Nazım Hikmet’in bütün şiirleri güzeldir. Aklın, özverinin, duygudaşlığın, üretkenliğin ve yaratıcılığın zirvesine tırmanır. Özünde şiir yerellerden hareket eder. Yurtseverler bu yerel sınırları aşarak evrensele yükselirler. Nazım bunların önde gelenlerindendir. Özellikle “KIZ ÇOCUĞU” şiiri evrensel bir şiirdir. Kıyıcılığı, yıkıcılığı, dahası varlık kırımcıları anlatır. Dünyanın gelmiş geçmiş en büyük yaşam kırımı Hiroşima’da yaşanmıştır(!) Savaşların başlangıçlarında, farklı biçimlerde olsa bile saldırganları haklı gösterilebilecek gerekçeler vardır veya yaratılmıştır. Hiroşima ve Nagazaki yıkımlarını haklı gösterebilecek bir tek gerekçe gösterilemez. Japonya özelinde gerçekleştirilen bu zorbalık sadece onlara karşı değil; aynı zamanda insanlığa ve tüm varlıklara karşıdır.
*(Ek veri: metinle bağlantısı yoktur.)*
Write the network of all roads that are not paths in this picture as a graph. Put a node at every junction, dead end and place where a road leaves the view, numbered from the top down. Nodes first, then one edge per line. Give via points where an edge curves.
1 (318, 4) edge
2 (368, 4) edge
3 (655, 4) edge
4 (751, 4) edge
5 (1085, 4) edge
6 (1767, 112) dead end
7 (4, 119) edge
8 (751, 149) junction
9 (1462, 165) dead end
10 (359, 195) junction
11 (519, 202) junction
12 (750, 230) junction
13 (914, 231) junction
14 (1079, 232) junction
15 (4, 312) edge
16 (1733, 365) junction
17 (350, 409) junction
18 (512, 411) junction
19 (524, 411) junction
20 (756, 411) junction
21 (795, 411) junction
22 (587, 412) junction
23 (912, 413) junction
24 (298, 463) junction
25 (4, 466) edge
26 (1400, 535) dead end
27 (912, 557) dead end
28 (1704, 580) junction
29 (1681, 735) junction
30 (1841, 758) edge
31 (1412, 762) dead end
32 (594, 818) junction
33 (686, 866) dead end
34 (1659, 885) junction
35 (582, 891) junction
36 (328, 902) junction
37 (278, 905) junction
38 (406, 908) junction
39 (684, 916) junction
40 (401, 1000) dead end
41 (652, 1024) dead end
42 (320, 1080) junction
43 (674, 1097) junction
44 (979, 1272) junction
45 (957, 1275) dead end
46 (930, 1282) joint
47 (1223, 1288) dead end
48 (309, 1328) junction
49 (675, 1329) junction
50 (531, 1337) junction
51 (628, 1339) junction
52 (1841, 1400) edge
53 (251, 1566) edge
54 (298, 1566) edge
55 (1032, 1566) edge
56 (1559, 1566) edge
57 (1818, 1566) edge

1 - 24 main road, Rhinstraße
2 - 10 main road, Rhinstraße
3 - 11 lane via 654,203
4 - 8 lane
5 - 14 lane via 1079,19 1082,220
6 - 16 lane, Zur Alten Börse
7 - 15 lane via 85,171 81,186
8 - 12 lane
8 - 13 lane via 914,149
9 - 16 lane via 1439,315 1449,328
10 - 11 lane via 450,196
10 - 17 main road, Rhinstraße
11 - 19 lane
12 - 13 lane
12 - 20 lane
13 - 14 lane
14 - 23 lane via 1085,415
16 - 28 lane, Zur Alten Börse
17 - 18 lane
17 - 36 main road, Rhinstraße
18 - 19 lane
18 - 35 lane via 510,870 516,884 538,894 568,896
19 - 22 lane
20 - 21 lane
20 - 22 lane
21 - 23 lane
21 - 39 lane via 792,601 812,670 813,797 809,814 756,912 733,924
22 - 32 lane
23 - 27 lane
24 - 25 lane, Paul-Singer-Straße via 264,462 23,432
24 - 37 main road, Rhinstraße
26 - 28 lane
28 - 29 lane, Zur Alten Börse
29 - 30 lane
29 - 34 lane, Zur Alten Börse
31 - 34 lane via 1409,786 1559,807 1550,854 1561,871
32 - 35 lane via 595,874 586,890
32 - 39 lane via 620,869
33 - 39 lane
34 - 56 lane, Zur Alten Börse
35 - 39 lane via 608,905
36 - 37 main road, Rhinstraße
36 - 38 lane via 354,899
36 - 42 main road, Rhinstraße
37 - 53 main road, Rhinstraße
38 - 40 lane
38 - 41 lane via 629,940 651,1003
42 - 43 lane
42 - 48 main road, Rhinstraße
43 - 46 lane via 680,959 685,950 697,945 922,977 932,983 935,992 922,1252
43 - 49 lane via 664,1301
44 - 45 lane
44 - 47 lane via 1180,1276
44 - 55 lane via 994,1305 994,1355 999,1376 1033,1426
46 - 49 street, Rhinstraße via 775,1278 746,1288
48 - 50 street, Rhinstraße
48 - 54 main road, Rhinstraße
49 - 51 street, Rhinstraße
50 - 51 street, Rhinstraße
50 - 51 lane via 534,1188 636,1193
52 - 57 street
Hiçbir gözü dönmüş katil bu kadar büyük bir, zalimlik yapamazdı!...

KIZ ÇOCUĞU

Kapıları çalan benim
kapıları birer birer.
Gözünüze görünemem
göze görünmez ölüler.

Hiroşima'da öleli
oluyor bir on yıl kadar.
Yedi yaşında bir kızım,
büyümez ölü çocuklar.

Saçlarım tutuştu önce,
gözlerim yandı kavruldu. Bir avuç kül oluverdim,
külüm havaya savruldu.

Benim sizden kendim için
hiçbir şey istediğim yok.
Şeker bile yiyemez ki
kâat gibi yanan çocuk.

Çalıyorum kapınızı,
teyze, amca, bir imza ver.
Çocuklar öldürülmesin
şeker de yiyebilsinler.

Zafere Dair

Korkunç ellerinle bastırıp yaranı
dudaklarını kanatarak
dayanılmakta ağrıya.
Şimdi çıplak ve merhametsiz
bir çığlık oldu ümid...
Ve zafer
artık hiçbir şeyi affetmeyecek kadar
tırnakla sökülüp koparılacaktır...

Günler ağır.
Günler ölüm haberleriyle geliyor.
Düşman haşin
zalim
ve kurnaz.
Ölüyor çarpışarak insanlarımız
- halbuki nasıl hakketmişlerdi yaşamayı -
ölüyor insanlarımız
- ne kadar çok -
sanki şarkılar ve bayraklarla
bir bayram günü nümayişe çıktılar
öyle genç
ve fütursuz...

Günler ağır.
Günler ölüm haberleriyle geliyor.
En güzel dünyaları
yaktık ellerimizle
ve gözümüzde kaybettik ağlamayı:
bizi bir parça hazin ve dimdik bırakıp
gözyaşlarımız gittiler
ve bundan dolayı
biz unuttuk bağışlamayı...

Varılacak yere
kan içinde varılacaktır.
Ve zafer
artık hiçbir şeyi affetmeyecek kadar
tırnakla sökülüp
koparılacaktır...

1941

Kapitalizmin kıyıcılığı, yıkıcılığı ve gaddarlığı emekçi insanların omuzlarına yıkılıyor. Dünyanın kanını emen 26 zenginin varlığı bütün dünya nüfusunun % 99’undan fazla. Küçük azınlık dışında iyiye güzele giden bir şey yok. Ülkemizde %10’un ulusal gelirden aldığı pay, %70’in aldığından fazla. En yaygın adaletsiz bölüşümler yaşanmakta. Adaletsiz oluşumların sürdürülmesi, zor aygıtlarının devreye alınmasıyla olanaklı olabiliyor. İşte bu noktada; yurtsever, doğa sever, varlıklara gereken değeri veren yeni Nazımlara, bütün insanlığın ihtiyacı var…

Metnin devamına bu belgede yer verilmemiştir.